排他的経済水域における航行自由と経済行為
―サイガ号事件を題材として―
関東学園大学助教授 深町 公信
1.はじめに
国際海洋法裁判所のサイガ号(第2号)事件
(1) は、排他的経済水域で操業する漁船に対して燃料の洋上補給(bunkering)を行った給油船が、排他的経済水域を含む関税水域での無許可の給油行為を禁止した、沿岸国ギニアの国内法令に違反したとして、ギニア当局が逃走する給油船に対して砲撃を加えた上で拿捕したことについて、ギニアと給油船の旗国であるセント・ヴィンセント・アンド・グレナディーンとの間で、洋上補給に対する沿岸国の管轄権行使が合法であるか否か等が争われたものである。

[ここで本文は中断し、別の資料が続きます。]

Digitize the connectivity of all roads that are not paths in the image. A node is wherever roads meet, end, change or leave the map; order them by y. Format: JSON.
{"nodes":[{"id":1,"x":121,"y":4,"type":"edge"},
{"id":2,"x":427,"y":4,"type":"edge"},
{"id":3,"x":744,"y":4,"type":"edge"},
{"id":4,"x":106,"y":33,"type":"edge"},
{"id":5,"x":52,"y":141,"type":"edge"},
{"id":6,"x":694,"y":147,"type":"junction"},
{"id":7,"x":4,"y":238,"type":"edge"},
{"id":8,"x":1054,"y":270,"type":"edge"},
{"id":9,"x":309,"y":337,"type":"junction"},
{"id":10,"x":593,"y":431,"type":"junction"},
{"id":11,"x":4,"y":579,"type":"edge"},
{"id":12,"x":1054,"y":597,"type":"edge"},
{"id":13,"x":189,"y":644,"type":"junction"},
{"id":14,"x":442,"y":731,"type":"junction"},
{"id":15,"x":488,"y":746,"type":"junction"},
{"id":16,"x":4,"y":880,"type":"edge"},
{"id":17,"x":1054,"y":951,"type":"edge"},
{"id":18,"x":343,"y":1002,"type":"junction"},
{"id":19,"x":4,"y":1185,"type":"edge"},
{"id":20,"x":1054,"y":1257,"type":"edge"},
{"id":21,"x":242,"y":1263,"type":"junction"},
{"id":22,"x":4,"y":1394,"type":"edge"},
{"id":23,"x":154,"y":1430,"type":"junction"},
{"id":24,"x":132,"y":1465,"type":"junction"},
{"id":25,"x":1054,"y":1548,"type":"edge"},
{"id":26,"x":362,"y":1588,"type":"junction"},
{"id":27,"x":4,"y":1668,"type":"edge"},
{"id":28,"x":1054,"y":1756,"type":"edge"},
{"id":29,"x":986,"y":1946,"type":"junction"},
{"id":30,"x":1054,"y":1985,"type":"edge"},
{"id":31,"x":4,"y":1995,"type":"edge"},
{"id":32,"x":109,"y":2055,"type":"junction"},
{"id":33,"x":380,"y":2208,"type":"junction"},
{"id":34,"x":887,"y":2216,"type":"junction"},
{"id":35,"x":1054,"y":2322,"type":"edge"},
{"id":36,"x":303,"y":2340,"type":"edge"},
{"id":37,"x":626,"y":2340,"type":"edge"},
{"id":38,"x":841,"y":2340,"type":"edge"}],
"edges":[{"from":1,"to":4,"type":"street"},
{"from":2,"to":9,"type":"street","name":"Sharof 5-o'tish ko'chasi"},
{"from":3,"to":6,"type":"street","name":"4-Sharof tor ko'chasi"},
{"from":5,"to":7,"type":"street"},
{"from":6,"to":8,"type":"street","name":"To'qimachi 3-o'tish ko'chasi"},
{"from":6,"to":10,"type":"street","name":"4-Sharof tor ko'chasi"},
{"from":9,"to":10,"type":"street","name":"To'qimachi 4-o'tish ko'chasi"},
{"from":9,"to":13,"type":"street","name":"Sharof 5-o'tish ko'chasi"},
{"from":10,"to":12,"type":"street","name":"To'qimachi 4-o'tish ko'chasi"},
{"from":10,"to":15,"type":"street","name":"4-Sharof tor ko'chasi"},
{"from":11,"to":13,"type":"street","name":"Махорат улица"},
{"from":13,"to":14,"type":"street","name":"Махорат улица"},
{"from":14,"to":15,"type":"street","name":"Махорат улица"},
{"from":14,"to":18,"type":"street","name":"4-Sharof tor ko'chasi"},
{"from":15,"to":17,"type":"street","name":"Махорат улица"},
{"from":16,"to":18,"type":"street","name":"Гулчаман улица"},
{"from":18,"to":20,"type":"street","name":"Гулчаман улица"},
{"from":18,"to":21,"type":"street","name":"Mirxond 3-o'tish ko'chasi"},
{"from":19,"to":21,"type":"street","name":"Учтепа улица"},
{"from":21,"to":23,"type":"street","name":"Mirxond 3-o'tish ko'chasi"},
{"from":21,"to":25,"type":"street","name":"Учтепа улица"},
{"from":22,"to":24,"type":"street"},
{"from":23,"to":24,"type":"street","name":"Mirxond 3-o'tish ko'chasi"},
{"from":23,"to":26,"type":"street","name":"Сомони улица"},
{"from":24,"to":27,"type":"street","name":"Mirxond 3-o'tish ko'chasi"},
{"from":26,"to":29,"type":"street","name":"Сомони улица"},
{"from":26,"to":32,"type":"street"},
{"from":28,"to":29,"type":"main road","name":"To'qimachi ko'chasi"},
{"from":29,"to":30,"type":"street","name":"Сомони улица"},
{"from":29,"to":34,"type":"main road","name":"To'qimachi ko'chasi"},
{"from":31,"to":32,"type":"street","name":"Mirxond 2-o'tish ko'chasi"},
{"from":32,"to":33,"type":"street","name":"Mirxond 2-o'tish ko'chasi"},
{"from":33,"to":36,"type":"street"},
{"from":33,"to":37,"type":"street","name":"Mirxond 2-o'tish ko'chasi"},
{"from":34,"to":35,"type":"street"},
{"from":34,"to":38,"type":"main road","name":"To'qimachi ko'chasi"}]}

国連海洋法条約第56条は、排他的経済水域において、沿岸国が天然資源の探査、開発、保存、管理のための主権的権利、およびエネルギー生産等の経済的な目的で行われる探査、開発のためのその他の活動に関する主権的権利を有することを規定している。しかし、本件のような、洋上での補給行為について、排他的経済水域において沿岸国が規制を加える権限を有しているかどうかについては、明文の規定を欠いている。
一方で、同条約第58条では、排他的経済水域において、すべての国が航行等の自由および国際的に適法なその他の海洋利用の自由を有することが規定されているため、洋上補給が同条で保障される公海自由原則起源の自由の範疇に含まれる活動であるとする解釈が成立する余地もある。
本件は、そのような中で、沿岸国が排他的経済水域で行使することのできる実体的な権限の内容を拡大して、公海自由を起源とする他国に保障されている自由の内容を狭めようとする傾向の問題としてとらえることができる。
また、この事件は、ギニアが、サイガ号の行なった洋上補給がギニアの国内法に違反した密輸行為であることを理由として、取締りを行っているために、沿岸国が領海外の水域で行なうことのできる密輸取締りの態様についての問題も含んでいる。
本稿では、サイガ号事件で提起されたいくつかの論点のうちで、洋上補給に対する取締り権限が排他的経済水域での沿岸国の主権的権利の行使に含まれるのか否かという問題と、沿岸国が領海外の水域で密輸等の取締りに関していかなる権限を行使できるのかという問題について、両当事国の主張、裁判所の判決、および各判事の分離意見、反対意見等にあらわれた論点を整理し、燃料の洋上補給等の経済行為に対する取締りについて、どのような位置づけを行うべきかについて考察する。